Başka bir hatıra; bir gün ağabeylerle ders yapıp otururken, “Evlâtlarım, kardeşlerim beni kendi halime bırakın” diyor. Aradan 5–10 dakika geçiyor, tekrar ağabeylerin yanına geliyor. “Şimdi, on bir tane serçe kuşu pencerenin önüne dizildi, İnşallah hayırlı bir haber gelecek” diyor. O anda da on bir tane Nur Talebesi hapiste imiş. Üstad’ın konuşmasından kısa bir süre sonra kapı vuruluyor. O on bir kişinin serbest bırakıldığına dair bir telgraf geliyor. Bütün bu hatıraları biz ağabeylerden dinledik. Bizzat Üstad’tan değil. Çünkü ben gündüzleri okulda oluyor; geceleri eve, köye dönüyordum.

Üstad’ı ziyaretinizde sizi nasıl karşılardı?

O yıllarda bildiğiniz gibi, Üstad çok hasta ve rahatsızdı. Biz ziyaret için yanına gittiğimizde elini öperdik, fakat yüzüne hiç bakmazdık. (Yüzüne direkt bakılmasından rahatsız olduğunu biliyorduk.) Bize duâ ederdi. Bakışları çok keskindi.

Zübeyir Ağabeyin davranışları nasıldı?

Üstad’a en sadık, sadakatli, en bağlı, en çok seven biriydi, hiç yanından ayrılmazdı. Nerede görsem, hep yanında ve sağında dururdu. Yaveriydi adeta, sağ koluydu Üstad’ın.

Başka ağabeylerle teşrik-i mesainiz, sohbetiniz oldu mu?

Bayram Yüksel, Tahiri Mutlu, Zübeyir Gündüzalp, Ceylan Çalışkan gibi ağabeylerle konuştuğum olmuştur, fakat daha çok (Zekeriya Kitapçı ile birlikte olduğumuz için) Hüsrev Ağabeyin yanına gider, onun sohbetlerine katılırdık.

İzmit’e ne zaman geldiniz?

1963 yılında, İstanbul Yüksek İslâm Enstitüsü’nden mezun olduktan sonra, Ankara İHL’ye depo tayinim çıktı. Orada 1 ay kaldıktan sonra, Balıkesir İHL’ye tayin oldum. 1965’e kadar burada görev yaptım. Bu okulda, bir şans olarak saydığım, Hasan Basri Çantay Hoca ile beraber çalıştım. Her hafta külliye dedikleri yerde sohbetlerine katılırdık. Üstad Bediüzzaman nasıl ki Doğuda savaşa katılmış, H. Basri Çantay da Ege bölgesinde savaşlara katılmış. O günkü olayları anlatırdı.
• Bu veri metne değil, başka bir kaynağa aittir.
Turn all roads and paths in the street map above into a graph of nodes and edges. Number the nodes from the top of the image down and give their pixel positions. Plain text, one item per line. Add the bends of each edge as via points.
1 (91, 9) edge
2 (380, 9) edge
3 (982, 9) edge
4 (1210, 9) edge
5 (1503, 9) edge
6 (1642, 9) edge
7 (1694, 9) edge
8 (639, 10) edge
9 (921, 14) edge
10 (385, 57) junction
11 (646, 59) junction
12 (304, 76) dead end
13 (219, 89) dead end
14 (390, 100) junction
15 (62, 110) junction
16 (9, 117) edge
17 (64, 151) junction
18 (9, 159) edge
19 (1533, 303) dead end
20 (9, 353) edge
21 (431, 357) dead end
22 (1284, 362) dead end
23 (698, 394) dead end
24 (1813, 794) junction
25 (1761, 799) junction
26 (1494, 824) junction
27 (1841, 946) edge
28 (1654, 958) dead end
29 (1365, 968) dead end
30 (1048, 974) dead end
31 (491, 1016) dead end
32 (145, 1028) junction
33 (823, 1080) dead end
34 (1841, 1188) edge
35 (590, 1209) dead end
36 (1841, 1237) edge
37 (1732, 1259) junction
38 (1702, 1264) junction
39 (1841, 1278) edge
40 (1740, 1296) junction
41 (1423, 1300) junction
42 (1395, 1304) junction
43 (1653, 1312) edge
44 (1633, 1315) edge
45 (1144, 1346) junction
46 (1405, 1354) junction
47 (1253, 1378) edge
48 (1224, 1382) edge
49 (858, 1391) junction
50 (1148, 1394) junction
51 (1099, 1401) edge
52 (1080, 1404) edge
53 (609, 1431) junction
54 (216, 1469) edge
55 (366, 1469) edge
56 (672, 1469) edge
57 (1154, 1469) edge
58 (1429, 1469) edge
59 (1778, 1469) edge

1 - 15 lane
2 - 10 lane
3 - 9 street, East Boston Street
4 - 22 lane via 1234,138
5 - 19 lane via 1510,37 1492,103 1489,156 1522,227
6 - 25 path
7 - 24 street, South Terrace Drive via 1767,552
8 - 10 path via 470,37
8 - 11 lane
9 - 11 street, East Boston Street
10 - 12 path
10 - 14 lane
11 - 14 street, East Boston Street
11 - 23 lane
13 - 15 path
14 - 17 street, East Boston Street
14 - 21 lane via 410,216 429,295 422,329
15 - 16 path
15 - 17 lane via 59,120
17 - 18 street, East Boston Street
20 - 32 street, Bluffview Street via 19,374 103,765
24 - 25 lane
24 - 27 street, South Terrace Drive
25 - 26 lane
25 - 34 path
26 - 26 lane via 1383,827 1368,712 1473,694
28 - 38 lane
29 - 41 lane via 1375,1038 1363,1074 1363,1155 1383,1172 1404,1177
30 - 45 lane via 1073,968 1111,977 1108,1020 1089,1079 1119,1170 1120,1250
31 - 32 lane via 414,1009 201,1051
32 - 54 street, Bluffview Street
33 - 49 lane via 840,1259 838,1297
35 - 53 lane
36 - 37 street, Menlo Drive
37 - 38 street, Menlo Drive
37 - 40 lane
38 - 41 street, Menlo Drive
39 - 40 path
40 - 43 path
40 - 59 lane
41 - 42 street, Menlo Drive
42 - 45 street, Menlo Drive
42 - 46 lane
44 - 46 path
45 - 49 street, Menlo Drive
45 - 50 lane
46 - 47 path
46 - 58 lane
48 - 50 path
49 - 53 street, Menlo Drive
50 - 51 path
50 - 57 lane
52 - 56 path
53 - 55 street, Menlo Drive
Hasan Basri Çantay’ın Üstad hakkındaki görüşleri nasıldı?

Üstad’ın Ankara’ya M. Kemal tarafından çağrılması olayından bahsederdi. Olayların iç yüzünü bilen bir kişiydi. “Önce bizi el üstünde tuttular, sonra adeta bir kenara koydular ve yüzümüze bakmadılar” diyordu. H. Basri Çantay ile beraber aynı zamanda Şifa-ı Şerif2 isimli kitabın incelemesinde de bulunduk.
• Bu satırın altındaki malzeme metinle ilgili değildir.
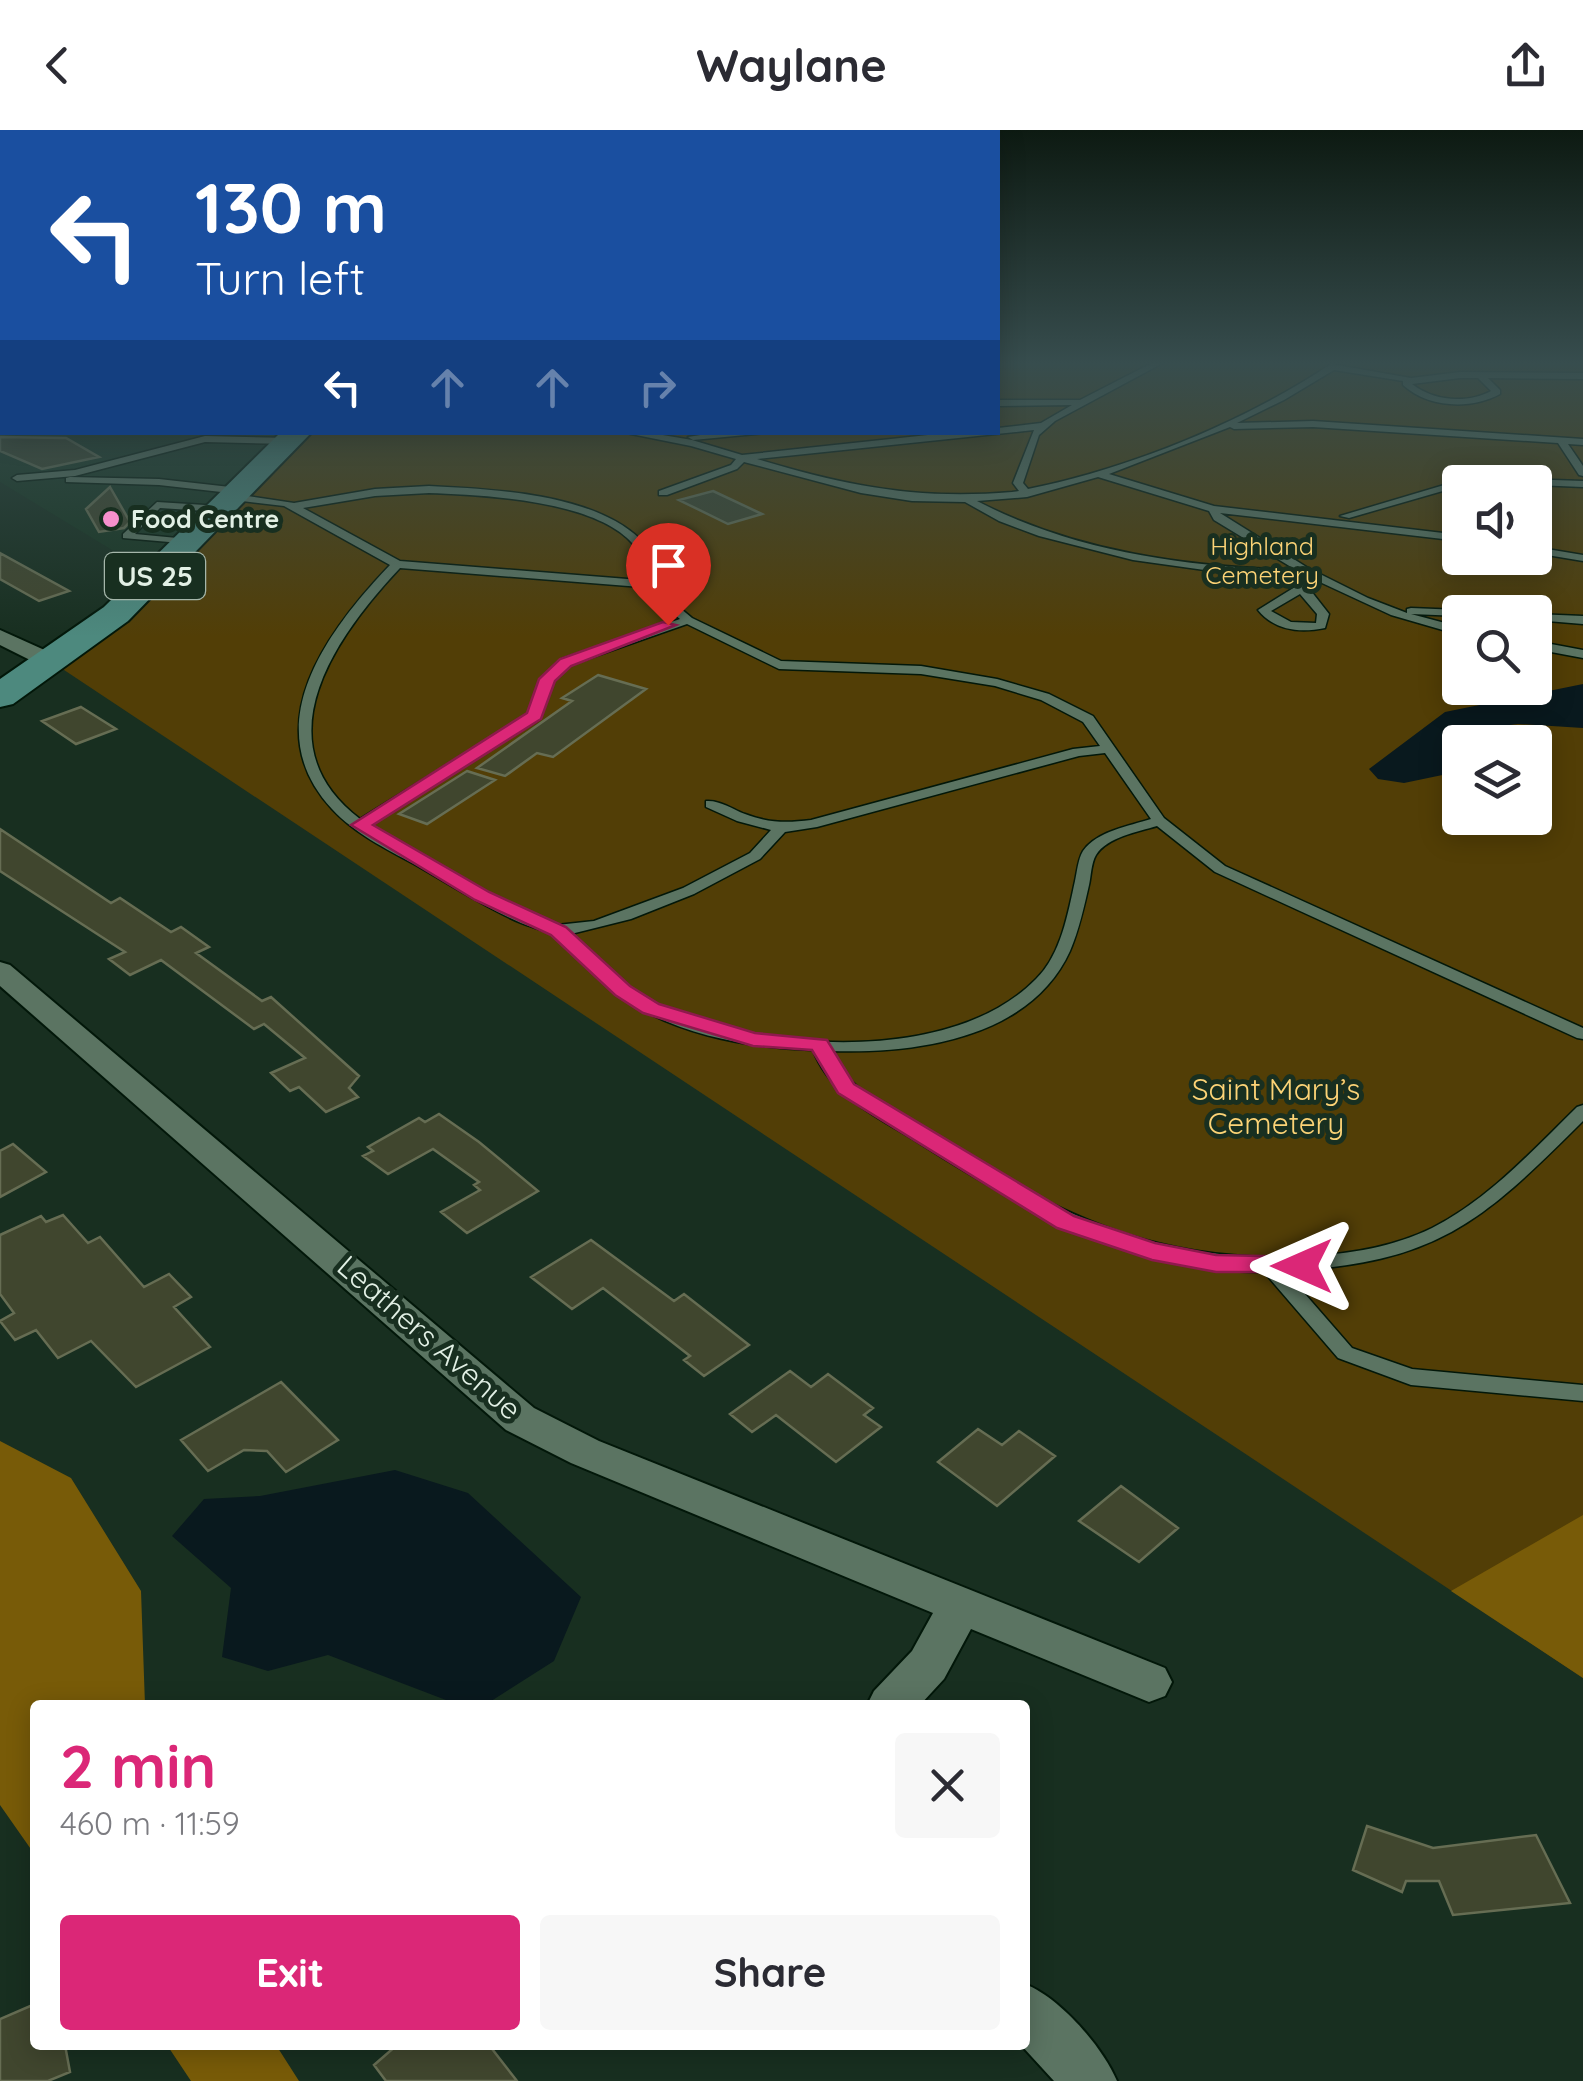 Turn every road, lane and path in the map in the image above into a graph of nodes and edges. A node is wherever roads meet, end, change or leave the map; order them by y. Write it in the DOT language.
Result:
graph roads {
  1 [pos="145,455"];
  2 [pos="276,455"];
  3 [pos="732,455"];
  4 [pos="770,455"];
  5 [pos="1025,455"];
  6 [pos="1152,455"];
  7 [pos="742,458"];
  8 [pos="1102,475"];
  9 [pos="1583,484"];
  10 [pos="663,493"];
  11 [pos="1028,494"];
  12 [pos="231,499"];
  13 [pos="968,500"];
  14 [pos="294,506"];
  15 [pos="184,507"];
  16 [pos="1213,509"];
  17 [pos="1330,520"];
  18 [pos="174,529"];
  19 [pos="1442,536"];
  20 [pos="150,538"];
  21 [pos="1552,553"];
  22 [pos="1583,558"];
  23 [pos="398,564"];
  24 [pos="1292,574"];
  25 [pos="1308,574"];
  26 [pos="644,584"];
  27 [pos="1301,588"];
  28 [pos="1386,609"];
  29 [pos="1442,612"];
  30 [pos="1552,619"];
  31 [pos="688,620"];
  32 [pos="1583,620"];
  33 [pos="1442,626"];
  34 [pos="0,637"];
  35 [pos="1552,648"];
  36 [pos="1583,654"];
  37 [pos="52,662"];
  38 [pos="0,696"];
  39 [pos="1110,749"];
  40 [pos="711,804"];
  41 [pos="1159,821"];
  42 [pos="360,825"];
  43 [pos="780,828"];
  44 [pos="558,931"];
  45 [pos="0,971"];
  46 [pos="1583,1034"];
  47 [pos="819,1044"];
  48 [pos="1583,1111"];
  49 [pos="1270,1267"];
  50 [pos="1583,1394"];
  51 [pos="962,1605"];
  52 [pos="1149,1682"];
  53 [pos="895,1700"];
  54 [pos="1030,2015"];
  55 [pos="1090,2081"];
  1 -- 12 [label="lane"];
  2 -- 12 [label="main road, US 25"];
  3 -- 7 [label="lane"];
  4 -- 7 [label="lane"];
  5 -- 11 [label="lane"];
  6 -- 8 [label="lane"];
  7 -- 10 [label="lane"];
  7 -- 13 [label="lane"];
  8 -- 11 [label="lane"];
  8 -- 16 [label="lane"];
  9 -- 17 [label="lane"];
  11 -- 13 [label="lane"];
  12 -- 14 [label="lane"];
  12 -- 15 [label="lane"];
  12 -- 18 [label="main road, US 25"];
  13 -- 24 [label="lane"];
  14 -- 23 [label="lane"];
  14 -- 26 [label="lane"];
  15 -- 18 [label="lane"];
  15 -- 20 [label="lane"];
  16 -- 17 [label="lane"];
  16 -- 25 [label="lane"];
  17 -- 19 [label="lane"];
  18 -- 20 [label="lane"];
  18 -- 20 [label="lane"];
  18 -- 37 [label="main road, US 25"];
  21 -- 22 [label="lane"];
  23 -- 26 [label="lane"];
  23 -- 42 [label="lane"];
  24 -- 25 [label="lane"];
  24 -- 27 [label="lane"];
  25 -- 28 [label="lane"];
  26 -- 31 [label="lane"];
  27 -- 27 [label="lane"];
  28 -- 29 [label="lane"];
  28 -- 33 [label="lane"];
  30 -- 32 [label="lane"];
  31 -- 39 [label="lane"];
  31 -- 42 [label="lane"];
  34 -- 37 [label="street"];
  35 -- 36 [label="lane"];
  37 -- 38 [label="main road, US 25"];
  39 -- 41 [label="lane"];
  39 -- 43 [label="lane"];
  40 -- 43 [label="lane"];
  41 -- 46 [label="lane"];
  41 -- 47 [label="lane"];
  42 -- 44 [label="lane"];
  43 -- 44 [label="lane"];
  44 -- 47 [label="lane"];
  45 -- 51 [label="street, Leathers Avenue"];
  47 -- 49 [label="lane"];
  48 -- 49 [label="lane"];
  49 -- 50 [label="lane"];
  51 -- 52 [label="street, Leathers Avenue"];
  51 -- 53 [label="street"];
  54 -- 55 [label="street"];
}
1965 yılından 1967’ye kadar yedek subay olarak Ankara’da görev yaptım. Askerlik görevi bittikten sonra o sene yeni olarak açılan 21 yeni imam hatip lisesinden biri olan İzmit İHL’ye tayin edildim. 1997’ye kadar görevde bulundum ve emekli oldum.

Dipnotlar:

1- Konya, Isparta, Adana, Maraş, İstanbul, Kayseri ve Ankara.; 2- Şifâ-i Şerif, Endülüslü İslâm âlimi Kadı İyaz tarafından yaklaşık bin yıl önce (1304 yılında) kaleme alınmıştır. Hz. Peygamber’in şemâili, davranış örnekleri, olaylar karşısındaki tutumları ve belli başlı özelliklerini ele alan eser, alanın başucu kitapları arasında gösterilmekte. Kitabın başlıca özelliği ise hadisler, âyetler ve çeşitli sahih rivayetlerin ilgili konu başlığı altında (Hz. Peygamber’in vefakârlığı, zühdü, şecaati vb.) sınıflandırılarak belli bir bütünlüğe sahip olması.